▶ **WHAT TO PRODUCE**
Each entry below should be printed exactly, with every image left out.

Collected data entries
----------

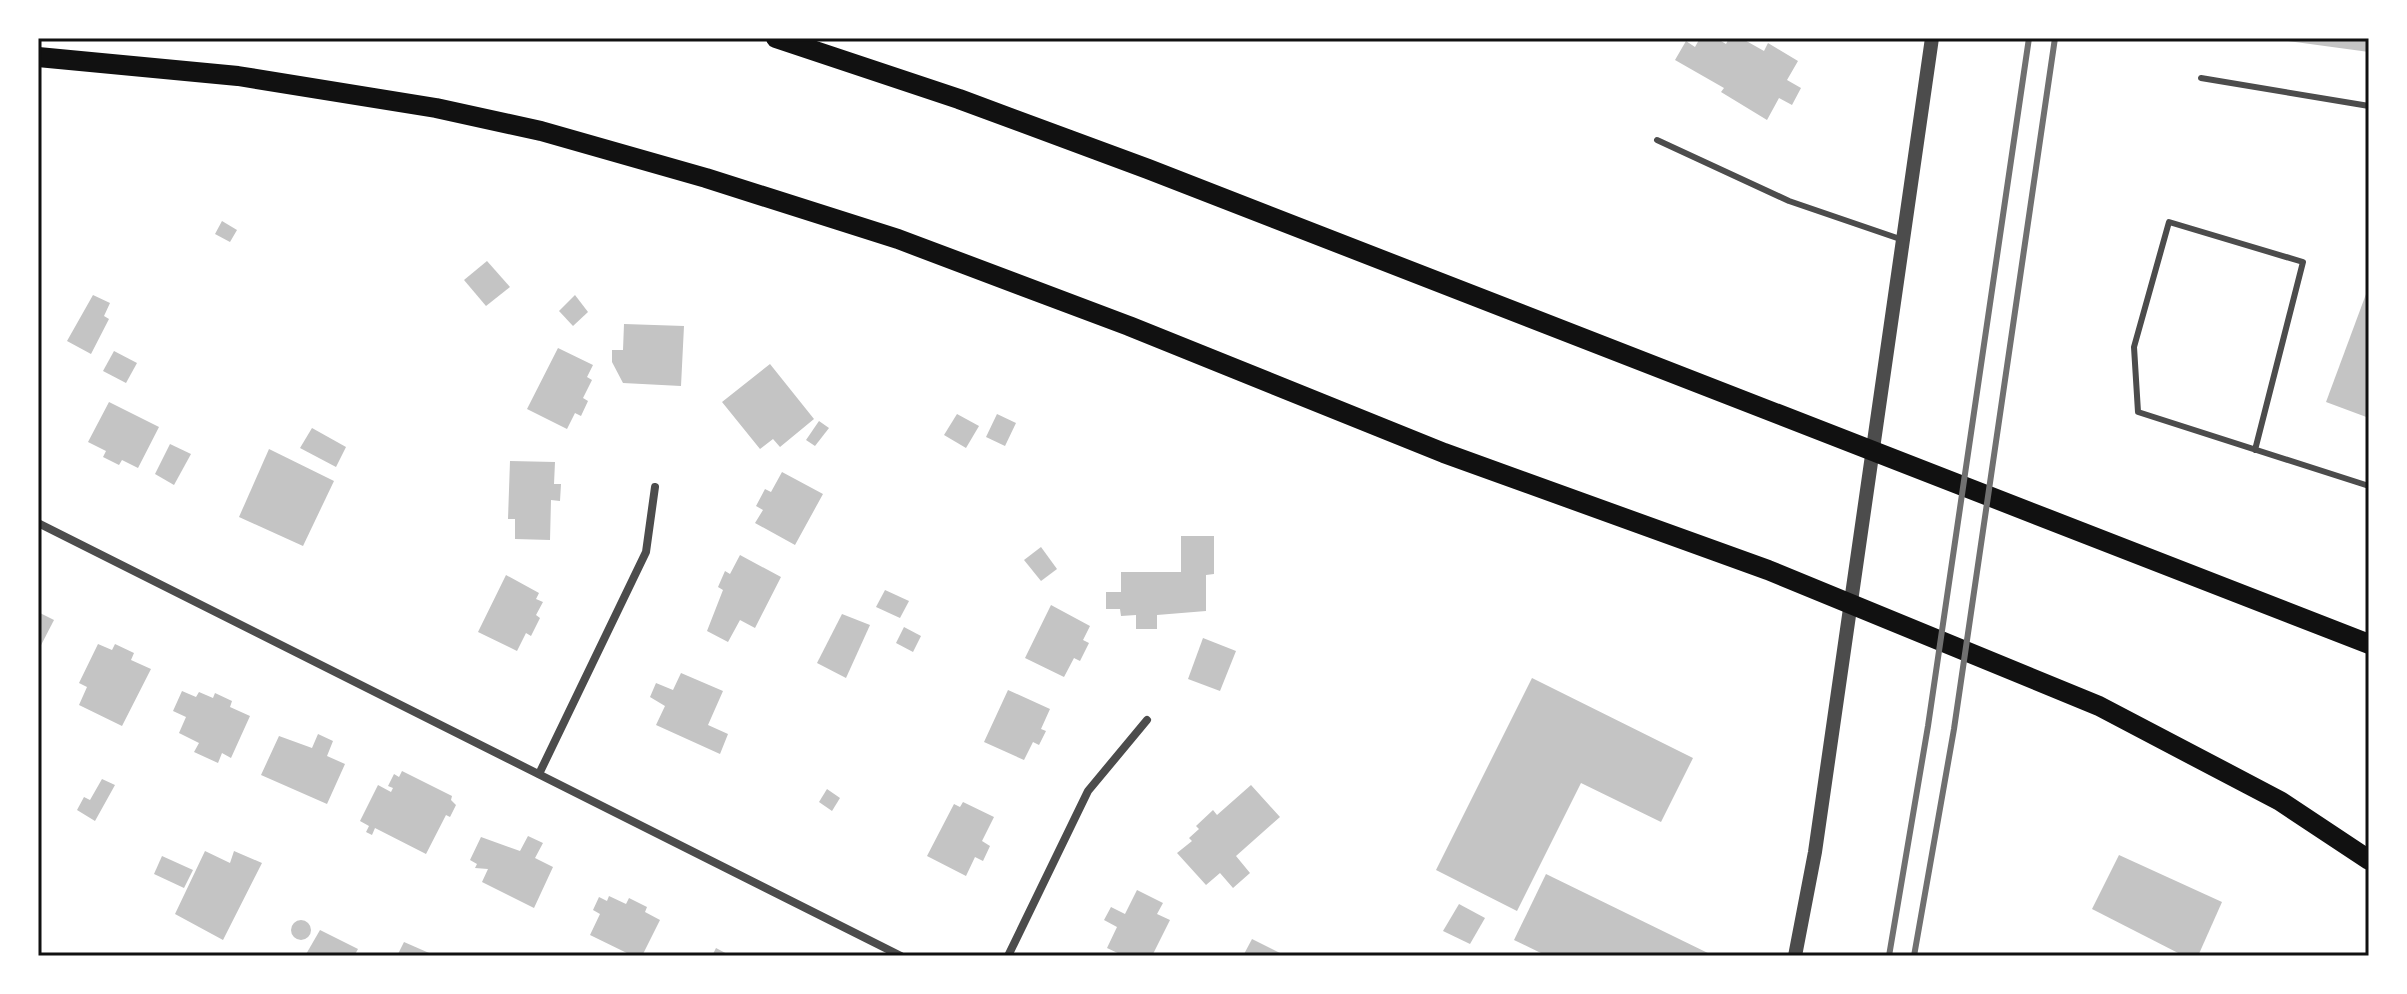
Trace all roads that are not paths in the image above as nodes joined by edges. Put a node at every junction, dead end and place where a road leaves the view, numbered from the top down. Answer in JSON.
{"nodes":[{"id":1,"x":776,"y":38,"type":"edge"},
{"id":2,"x":1932,"y":38,"type":"edge"},
{"id":3,"x":38,"y":57,"type":"edge"},
{"id":4,"x":2201,"y":78,"type":"dead end"},
{"id":5,"x":2369,"y":106,"type":"edge"},
{"id":6,"x":1657,"y":140,"type":"dead end"},
{"id":7,"x":1903,"y":240,"type":"junction"},
{"id":8,"x":2255,"y":450,"type":"junction"},
{"id":9,"x":2369,"y":486,"type":"edge"},
{"id":10,"x":655,"y":487,"type":"dead end"},
{"id":11,"x":38,"y":523,"type":"edge"},
{"id":12,"x":2369,"y":644,"type":"edge"},
{"id":13,"x":1147,"y":720,"type":"dead end"},
{"id":14,"x":539,"y":774,"type":"junction"},
{"id":15,"x":2369,"y":860,"type":"edge"},
{"id":16,"x":901,"y":956,"type":"edge"},
{"id":17,"x":1008,"y":956,"type":"edge"},
{"id":18,"x":1795,"y":956,"type":"edge"}],
"edges":[{"from":1,"to":12,"type":"main road"},
{"from":2,"to":7,"type":"street"},
{"from":3,"to":15,"type":"main road"},
{"from":4,"to":5,"type":"lane"},
{"from":6,"to":7,"type":"lane"},
{"from":7,"to":18,"type":"street"},
{"from":8,"to":8,"type":"lane"},
{"from":8,"to":9,"type":"lane"},
{"from":10,"to":14,"type":"street"},
{"from":11,"to":14,"type":"street"},
{"from":13,"to":17,"type":"street"},
{"from":14,"to":16,"type":"street"}]}
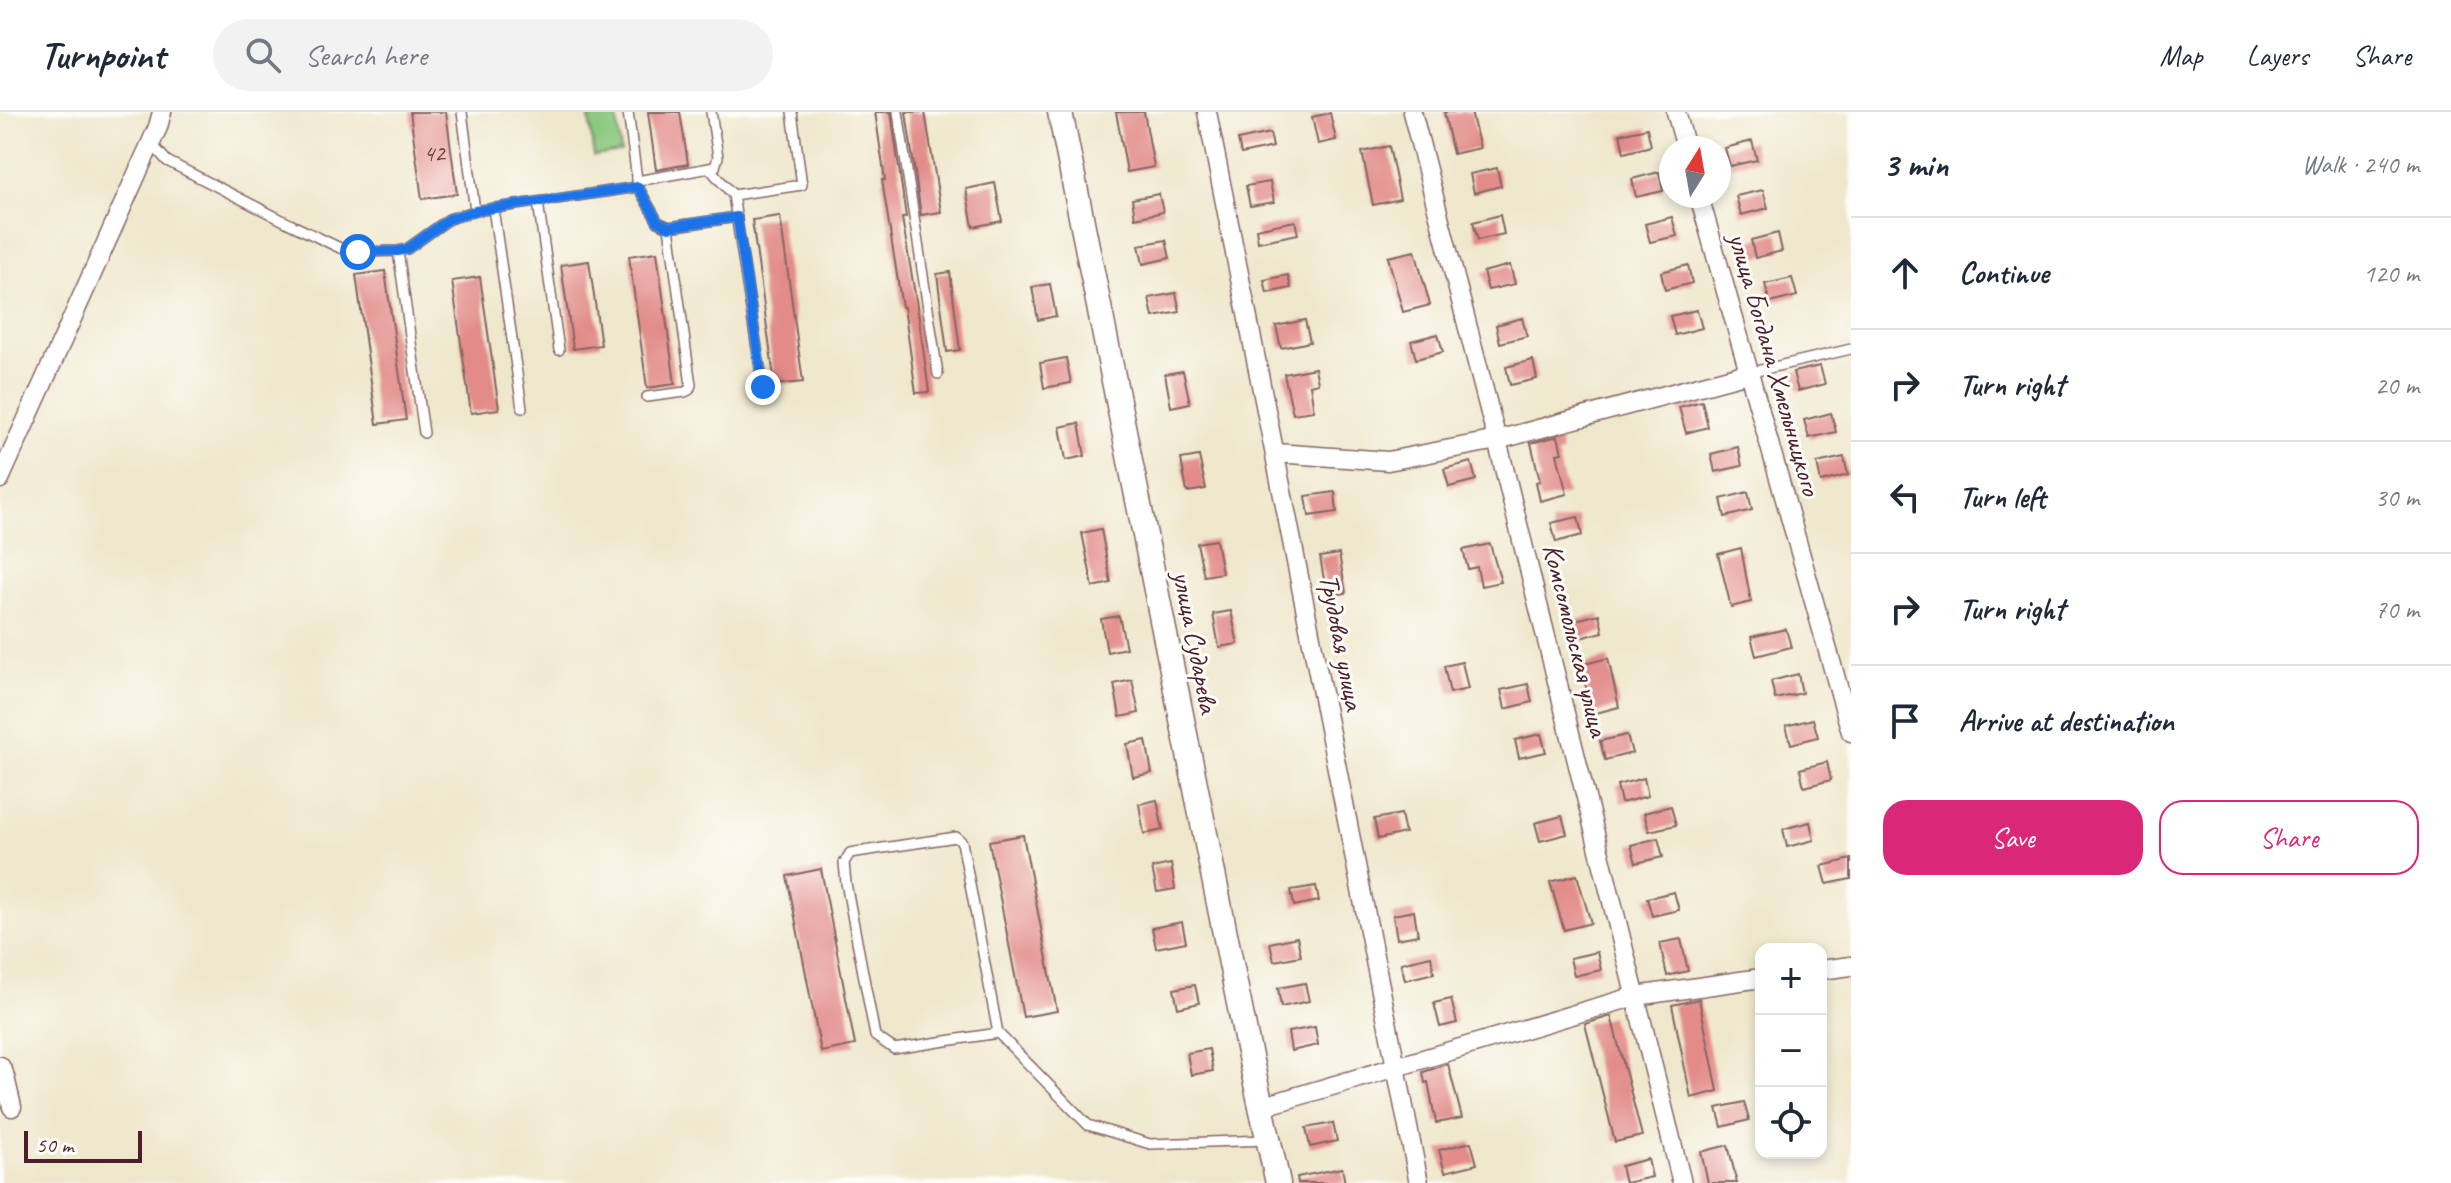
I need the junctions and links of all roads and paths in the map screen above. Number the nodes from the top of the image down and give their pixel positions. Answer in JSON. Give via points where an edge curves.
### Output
{"nodes":[{"id":1,"x":162,"y":112,"type":"edge"},
{"id":2,"x":462,"y":112,"type":"edge"},
{"id":3,"x":628,"y":112,"type":"edge"},
{"id":4,"x":711,"y":112,"type":"edge"},
{"id":5,"x":792,"y":112,"type":"edge"},
{"id":6,"x":898,"y":112,"type":"edge"},
{"id":7,"x":1060,"y":112,"type":"edge"},
{"id":8,"x":1207,"y":112,"type":"edge"},
{"id":9,"x":1412,"y":112,"type":"edge"},
{"id":10,"x":1676,"y":112,"type":"edge"},
{"id":11,"x":1683,"y":136,"type":"edge"},
{"id":12,"x":151,"y":143,"type":"junction"},
{"id":13,"x":711,"y":170,"type":"junction"},
{"id":14,"x":638,"y":184,"type":"junction"},
{"id":15,"x":733,"y":195,"type":"junction"},
{"id":16,"x":538,"y":202,"type":"junction"},
{"id":17,"x":493,"y":208,"type":"junction"},
{"id":18,"x":1702,"y":208,"type":"edge"},
{"id":19,"x":475,"y":211,"type":"junction"},
{"id":20,"x":737,"y":217,"type":"junction"},
{"id":21,"x":669,"y":227,"type":"junction"},
{"id":22,"x":398,"y":251,"type":"junction"},
{"id":23,"x":1851,"y":349,"type":"edge"},
{"id":24,"x":559,"y":350,"type":"dead end"},
{"id":25,"x":1748,"y":373,"type":"junction"},
{"id":26,"x":938,"y":374,"type":"dead end"},
{"id":27,"x":763,"y":387,"type":"dead end"},
{"id":28,"x":647,"y":397,"type":"dead end"},
{"id":29,"x":522,"y":408,"type":"dead end"},
{"id":30,"x":424,"y":433,"type":"dead end"},
{"id":31,"x":1497,"y":440,"type":"junction"},
{"id":32,"x":1276,"y":453,"type":"junction"},
{"id":33,"x":0,"y":479,"type":"edge"},
{"id":34,"x":1851,"y":732,"type":"edge"},
{"id":35,"x":1851,"y":966,"type":"edge"},
{"id":36,"x":1827,"y":969,"type":"edge"},
{"id":37,"x":1755,"y":979,"type":"edge"},
{"id":38,"x":1636,"y":996,"type":"junction"},
{"id":39,"x":998,"y":1033,"type":"junction"},
{"id":40,"x":0,"y":1066,"type":"edge"},
{"id":41,"x":1397,"y":1067,"type":"junction"},
{"id":42,"x":6,"y":1107,"type":"edge"},
{"id":43,"x":1261,"y":1107,"type":"junction"},
{"id":44,"x":1268,"y":1140,"type":"junction"},
{"id":45,"x":1278,"y":1183,"type":"edge"},
{"id":46,"x":1419,"y":1183,"type":"edge"},
{"id":47,"x":1682,"y":1183,"type":"edge"}],
"edges":[{"from":1,"to":12,"type":"street"},
{"from":2,"to":19,"type":"lane"},
{"from":3,"to":14,"type":"lane"},
{"from":4,"to":13,"type":"lane","via":[[718,157]]},
{"from":5,"to":15,"type":"lane","via":[[802,185]]},
{"from":6,"to":26,"type":"lane"},
{"from":7,"to":43,"type":"street","name":"улица Сударева"},
{"from":8,"to":32,"type":"street","name":"Трудовая улица"},
{"from":9,"to":31,"type":"street","name":"Комсомольская улица"},
{"from":10,"to":11,"type":"street"},
{"from":12,"to":22,"type":"lane","via":[[167,161],[340,248]]},
{"from":12,"to":33,"type":"street"},
{"from":13,"to":14,"type":"lane"},
{"from":13,"to":15,"type":"lane"},
{"from":14,"to":16,"type":"lane"},
{"from":14,"to":21,"type":"lane","via":[[658,222]]},
{"from":15,"to":20,"type":"lane"},
{"from":16,"to":17,"type":"lane"},
{"from":16,"to":24,"type":"lane"},
{"from":17,"to":19,"type":"lane"},
{"from":17,"to":29,"type":"lane"},
{"from":18,"to":25,"type":"street","name":"улица Богдана Хмельницкого"},
{"from":19,"to":22,"type":"lane","via":[[449,219]]},
{"from":20,"to":21,"type":"lane"},
{"from":20,"to":27,"type":"lane"},
{"from":21,"to":28,"type":"lane","via":[[691,385],[685,392]]},
{"from":22,"to":30,"type":"lane"},
{"from":23,"to":25,"type":"lane"},
{"from":25,"to":31,"type":"street"},
{"from":25,"to":34,"type":"street","name":"улица Богдана Хмельницкого"},
{"from":31,"to":32,"type":"street","via":[[1388,461]]},
{"from":31,"to":38,"type":"street","name":"Комсомольская улица"},
{"from":32,"to":41,"type":"street","name":"Трудовая улица"},
{"from":35,"to":36,"type":"street"},
{"from":37,"to":38,"type":"street"},
{"from":38,"to":41,"type":"street"},
{"from":38,"to":47,"type":"street","name":"Комсомольская улица"},
{"from":39,"to":39,"type":"lane","via":[[962,842],[956,837],[850,853],[844,863],[846,883],[875,1036],[894,1049]]},
{"from":39,"to":44,"type":"lane","via":[[1088,1125],[1150,1144]]},
{"from":40,"to":42,"type":"street"},
{"from":41,"to":43,"type":"street"},
{"from":41,"to":46,"type":"street","name":"Трудовая улица"},
{"from":43,"to":44,"type":"street","name":"улица Сударева"},
{"from":44,"to":45,"type":"street","name":"улица Сударева"}]}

----------

▶ **SOLVED PROBLEM**
Trace all roads that are not paths in the image above as nodes joined by edges. Put a node at every junction, dead end and place where a road leaves the view, numbered from the top down. Answer in JSON.
{"nodes":[{"id":1,"x":776,"y":38,"type":"edge"},
{"id":2,"x":1932,"y":38,"type":"edge"},
{"id":3,"x":38,"y":57,"type":"edge"},
{"id":4,"x":2201,"y":78,"type":"dead end"},
{"id":5,"x":2369,"y":106,"type":"edge"},
{"id":6,"x":1657,"y":140,"type":"dead end"},
{"id":7,"x":1903,"y":240,"type":"junction"},
{"id":8,"x":2255,"y":450,"type":"junction"},
{"id":9,"x":2369,"y":486,"type":"edge"},
{"id":10,"x":655,"y":487,"type":"dead end"},
{"id":11,"x":38,"y":523,"type":"edge"},
{"id":12,"x":2369,"y":644,"type":"edge"},
{"id":13,"x":1147,"y":720,"type":"dead end"},
{"id":14,"x":539,"y":774,"type":"junction"},
{"id":15,"x":2369,"y":860,"type":"edge"},
{"id":16,"x":901,"y":956,"type":"edge"},
{"id":17,"x":1008,"y":956,"type":"edge"},
{"id":18,"x":1795,"y":956,"type":"edge"}],
"edges":[{"from":1,"to":12,"type":"main road"},
{"from":2,"to":7,"type":"street"},
{"from":3,"to":15,"type":"main road"},
{"from":4,"to":5,"type":"lane"},
{"from":6,"to":7,"type":"lane"},
{"from":7,"to":18,"type":"street"},
{"from":8,"to":8,"type":"lane"},
{"from":8,"to":9,"type":"lane"},
{"from":10,"to":14,"type":"street"},
{"from":11,"to":14,"type":"street"},
{"from":13,"to":17,"type":"street"},
{"from":14,"to":16,"type":"street"}]}
I need the junctions and links of all roads and paths in the map screen above. Number the nodes from the top of the image down and give their pixel positions. Answer in JSON. Give via points where an edge curves.
### Output
{"nodes":[{"id":1,"x":162,"y":112,"type":"edge"},
{"id":2,"x":462,"y":112,"type":"edge"},
{"id":3,"x":628,"y":112,"type":"edge"},
{"id":4,"x":711,"y":112,"type":"edge"},
{"id":5,"x":792,"y":112,"type":"edge"},
{"id":6,"x":898,"y":112,"type":"edge"},
{"id":7,"x":1060,"y":112,"type":"edge"},
{"id":8,"x":1207,"y":112,"type":"edge"},
{"id":9,"x":1412,"y":112,"type":"edge"},
{"id":10,"x":1676,"y":112,"type":"edge"},
{"id":11,"x":1683,"y":136,"type":"edge"},
{"id":12,"x":151,"y":143,"type":"junction"},
{"id":13,"x":711,"y":170,"type":"junction"},
{"id":14,"x":638,"y":184,"type":"junction"},
{"id":15,"x":733,"y":195,"type":"junction"},
{"id":16,"x":538,"y":202,"type":"junction"},
{"id":17,"x":493,"y":208,"type":"junction"},
{"id":18,"x":1702,"y":208,"type":"edge"},
{"id":19,"x":475,"y":211,"type":"junction"},
{"id":20,"x":737,"y":217,"type":"junction"},
{"id":21,"x":669,"y":227,"type":"junction"},
{"id":22,"x":398,"y":251,"type":"junction"},
{"id":23,"x":1851,"y":349,"type":"edge"},
{"id":24,"x":559,"y":350,"type":"dead end"},
{"id":25,"x":1748,"y":373,"type":"junction"},
{"id":26,"x":938,"y":374,"type":"dead end"},
{"id":27,"x":763,"y":387,"type":"dead end"},
{"id":28,"x":647,"y":397,"type":"dead end"},
{"id":29,"x":522,"y":408,"type":"dead end"},
{"id":30,"x":424,"y":433,"type":"dead end"},
{"id":31,"x":1497,"y":440,"type":"junction"},
{"id":32,"x":1276,"y":453,"type":"junction"},
{"id":33,"x":0,"y":479,"type":"edge"},
{"id":34,"x":1851,"y":732,"type":"edge"},
{"id":35,"x":1851,"y":966,"type":"edge"},
{"id":36,"x":1827,"y":969,"type":"edge"},
{"id":37,"x":1755,"y":979,"type":"edge"},
{"id":38,"x":1636,"y":996,"type":"junction"},
{"id":39,"x":998,"y":1033,"type":"junction"},
{"id":40,"x":0,"y":1066,"type":"edge"},
{"id":41,"x":1397,"y":1067,"type":"junction"},
{"id":42,"x":6,"y":1107,"type":"edge"},
{"id":43,"x":1261,"y":1107,"type":"junction"},
{"id":44,"x":1268,"y":1140,"type":"junction"},
{"id":45,"x":1278,"y":1183,"type":"edge"},
{"id":46,"x":1419,"y":1183,"type":"edge"},
{"id":47,"x":1682,"y":1183,"type":"edge"}],
"edges":[{"from":1,"to":12,"type":"street"},
{"from":2,"to":19,"type":"lane"},
{"from":3,"to":14,"type":"lane"},
{"from":4,"to":13,"type":"lane","via":[[718,157]]},
{"from":5,"to":15,"type":"lane","via":[[802,185]]},
{"from":6,"to":26,"type":"lane"},
{"from":7,"to":43,"type":"street","name":"улица Сударева"},
{"from":8,"to":32,"type":"street","name":"Трудовая улица"},
{"from":9,"to":31,"type":"street","name":"Комсомольская улица"},
{"from":10,"to":11,"type":"street"},
{"from":12,"to":22,"type":"lane","via":[[167,161],[340,248]]},
{"from":12,"to":33,"type":"street"},
{"from":13,"to":14,"type":"lane"},
{"from":13,"to":15,"type":"lane"},
{"from":14,"to":16,"type":"lane"},
{"from":14,"to":21,"type":"lane","via":[[658,222]]},
{"from":15,"to":20,"type":"lane"},
{"from":16,"to":17,"type":"lane"},
{"from":16,"to":24,"type":"lane"},
{"from":17,"to":19,"type":"lane"},
{"from":17,"to":29,"type":"lane"},
{"from":18,"to":25,"type":"street","name":"улица Богдана Хмельницкого"},
{"from":19,"to":22,"type":"lane","via":[[449,219]]},
{"from":20,"to":21,"type":"lane"},
{"from":20,"to":27,"type":"lane"},
{"from":21,"to":28,"type":"lane","via":[[691,385],[685,392]]},
{"from":22,"to":30,"type":"lane"},
{"from":23,"to":25,"type":"lane"},
{"from":25,"to":31,"type":"street"},
{"from":25,"to":34,"type":"street","name":"улица Богдана Хмельницкого"},
{"from":31,"to":32,"type":"street","via":[[1388,461]]},
{"from":31,"to":38,"type":"street","name":"Комсомольская улица"},
{"from":32,"to":41,"type":"street","name":"Трудовая улица"},
{"from":35,"to":36,"type":"street"},
{"from":37,"to":38,"type":"street"},
{"from":38,"to":41,"type":"street"},
{"from":38,"to":47,"type":"street","name":"Комсомольская улица"},
{"from":39,"to":39,"type":"lane","via":[[962,842],[956,837],[850,853],[844,863],[846,883],[875,1036],[894,1049]]},
{"from":39,"to":44,"type":"lane","via":[[1088,1125],[1150,1144]]},
{"from":40,"to":42,"type":"street"},
{"from":41,"to":43,"type":"street"},
{"from":41,"to":46,"type":"street","name":"Трудовая улица"},
{"from":43,"to":44,"type":"street","name":"улица Сударева"},
{"from":44,"to":45,"type":"street","name":"улица Сударева"}]}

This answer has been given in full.